A teacher and scholar of Buddhism offers a formally varied account of the available rewards of solitude.
“As Mother Ayahuasca takes me in her arms, I realize that last night I vomited up my attachment to Buddhism. In passing out, I died. In coming to, I was, so to speak, reborn. I no longer have to fight these battles, I repeat to myself. I am no longer a combatant in the dharma wars. It feels as if the course of my life has shifted onto another vector, like a train shunted off its familiar track onto a new trajectory.” Readers of Batchelor’s previous books (Secular Buddhism: Imagining the Dharma in an Uncertain World, 2017, etc.) will recognize in this passage the culmination of his decadeslong shift away from the religious commitments of Buddhism toward an ecumenical and homegrown philosophy of life. Writing in a variety of modes—memoir, history, collage, essay, biography, and meditation instruction—the author doesn’t argue for his approach to solitude as much as offer it for contemplation.
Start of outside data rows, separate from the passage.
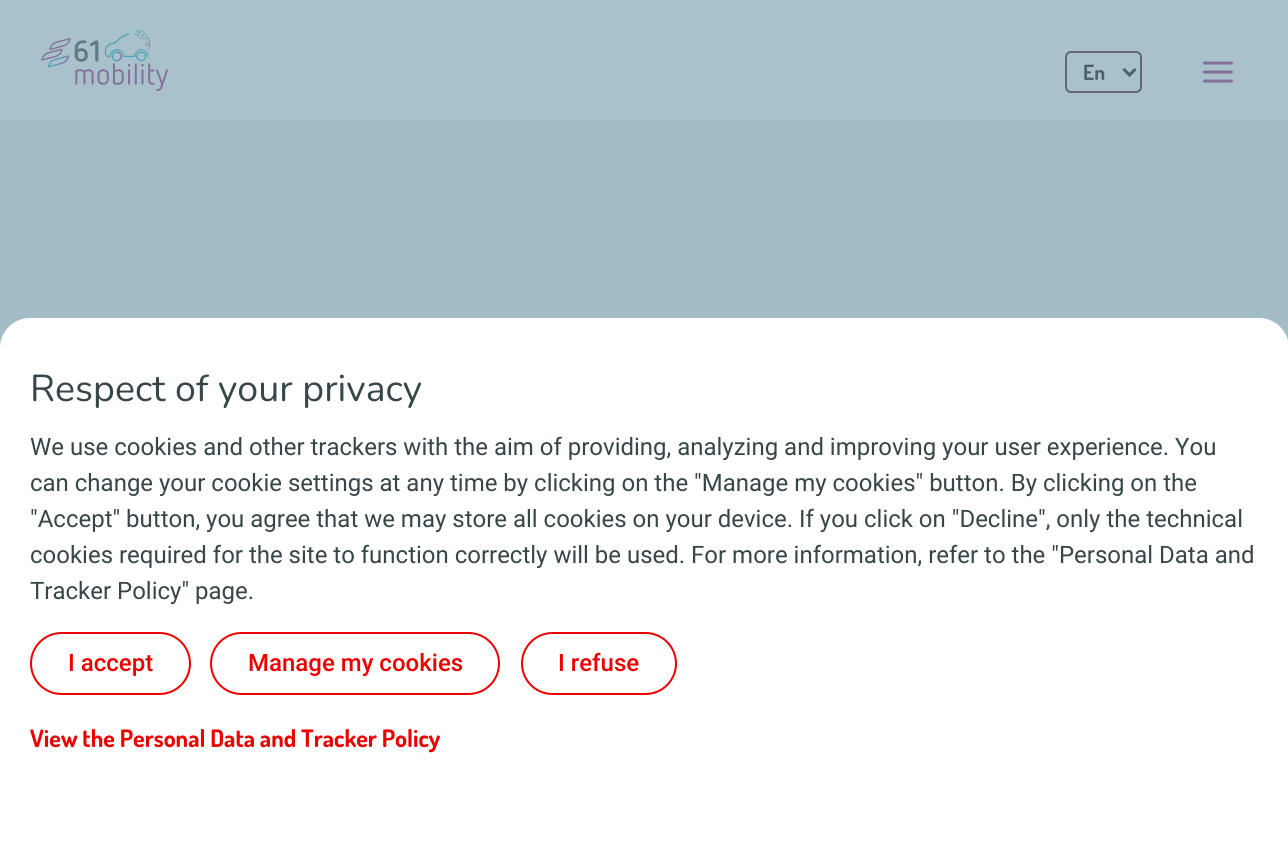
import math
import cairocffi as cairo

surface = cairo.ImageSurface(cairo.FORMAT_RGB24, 1288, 852)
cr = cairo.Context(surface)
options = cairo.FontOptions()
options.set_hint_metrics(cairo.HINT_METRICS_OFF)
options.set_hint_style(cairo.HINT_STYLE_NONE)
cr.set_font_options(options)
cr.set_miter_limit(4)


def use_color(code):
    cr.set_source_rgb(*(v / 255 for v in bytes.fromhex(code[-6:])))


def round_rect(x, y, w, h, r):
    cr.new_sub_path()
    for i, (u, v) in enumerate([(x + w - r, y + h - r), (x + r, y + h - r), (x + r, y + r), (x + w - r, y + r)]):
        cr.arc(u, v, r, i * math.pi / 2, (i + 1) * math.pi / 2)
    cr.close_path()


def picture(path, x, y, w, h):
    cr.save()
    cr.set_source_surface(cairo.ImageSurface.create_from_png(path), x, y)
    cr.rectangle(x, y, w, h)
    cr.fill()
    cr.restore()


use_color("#a9c1ca")
cr.paint()
picture("img1.png", 41, 29, 127, 63)
round_rect(1066, 52, 75, 40, 5)
use_color("#636480")
cr.stroke()
cr.new_path()
cr.move_to(1123.5, 69)
cr.line_to(1129.5, 75)
cr.line_to(1135.5, 69)
use_color("#4a626b")
cr.set_line_width(3)
cr.stroke()
cr.select_font_face("Dosis", cairo.FONT_SLANT_NORMAL, cairo.FONT_WEIGHT_BOLD)
cr.set_font_size(21)
cr.move_to(1083, 80)
cr.show_text("En")
picture("img2.png", 1203, 61, 30, 22)
use_color("#a4bcc5")
cr.rectangle(0, 120, 1288, 228)
cr.fill()
use_color("#ffffff")
cr.new_path()
cr.move_to(30, 318)
cr.line_to(1259, 318)
cr.curve_to(1275.5, 318, 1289, 331.5, 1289, 348)
cr.line_to(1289, 852)
cr.line_to(0, 852)
cr.line_to(0, 348)
cr.curve_to(0, 331.5, 13.5, 318, 30, 318)
cr.close_path()
cr.fill()
cr.select_font_face("Nunito ExtraLight")
cr.set_font_size(37.5)
use_color("#374649")
cr.move_to(30, 401)
cr.show_text("Respect of your privacy")
cr.select_font_face("Roboto")
cr.set_font_size(24)
cr.move_to(30, 455)
cr.show_text("We use cookies and other trackers with the aim of providing, analyzing and improving your user experience. You")
cr.move_to(30, 491)
cr.show_text("can change your cookie settings at any time by clicking on the \"Manage my cookies\" button. By clicking on the")
cr.move_to(30, 527)
cr.show_text("\"Accept\" button, you agree that we may store all cookies on your device. If you click on \"Decline\", only the technical")
cr.move_to(30, 563)
cr.show_text("cookies required for the site to function correctly will be used. For more information, refer to the \"Personal Data and")
cr.move_to(30, 599)
cr.show_text("Tracker Policy\" page.")
round_rect(31, 633, 159, 61, 30.5)
use_color("#ed0000")
cr.set_line_width(2)
cr.stroke()
cr.select_font_face("Roboto Medium")
cr.move_to(68, 671)
cr.show_text("I accept")
round_rect(211, 633, 288, 61, 30.5)
cr.stroke()
cr.move_to(248, 671)
cr.show_text("Manage my cookies")
round_rect(522, 633, 154, 61, 30.5)
cr.stroke()
cr.move_to(558, 671)
cr.show_text("I refuse")
cr.select_font_face("Dosis", cairo.FONT_SLANT_NORMAL, cairo.FONT_WEIGHT_BOLD)
cr.move_to(30, 747)
cr.show_text("View the Personal Data and Tracker Policy")
surface.write_to_png("result.png")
Essentially, Batchelor implies that if you read what Buddha said here and what Montaigne said there, and if you consider something the author has noticed, and if you reflect on your own experience, you have the possibility to improve the quality of your life. For introspective readers, it’s easy to hear in this approach a direct response to Pascal’s claim that “all of humanity's problems stem from man's inability to sit quietly in a room alone.” Batchelor wants to relieve us of this inability by offering his example of how to do just that. “Solitude is an art. Mental training is needed to refine and stabilize it,” he writes. “When you practice solitude, you dedicate yourself to the care of the soul.” Whatever a soul is, the author goes a long way toward soothing it.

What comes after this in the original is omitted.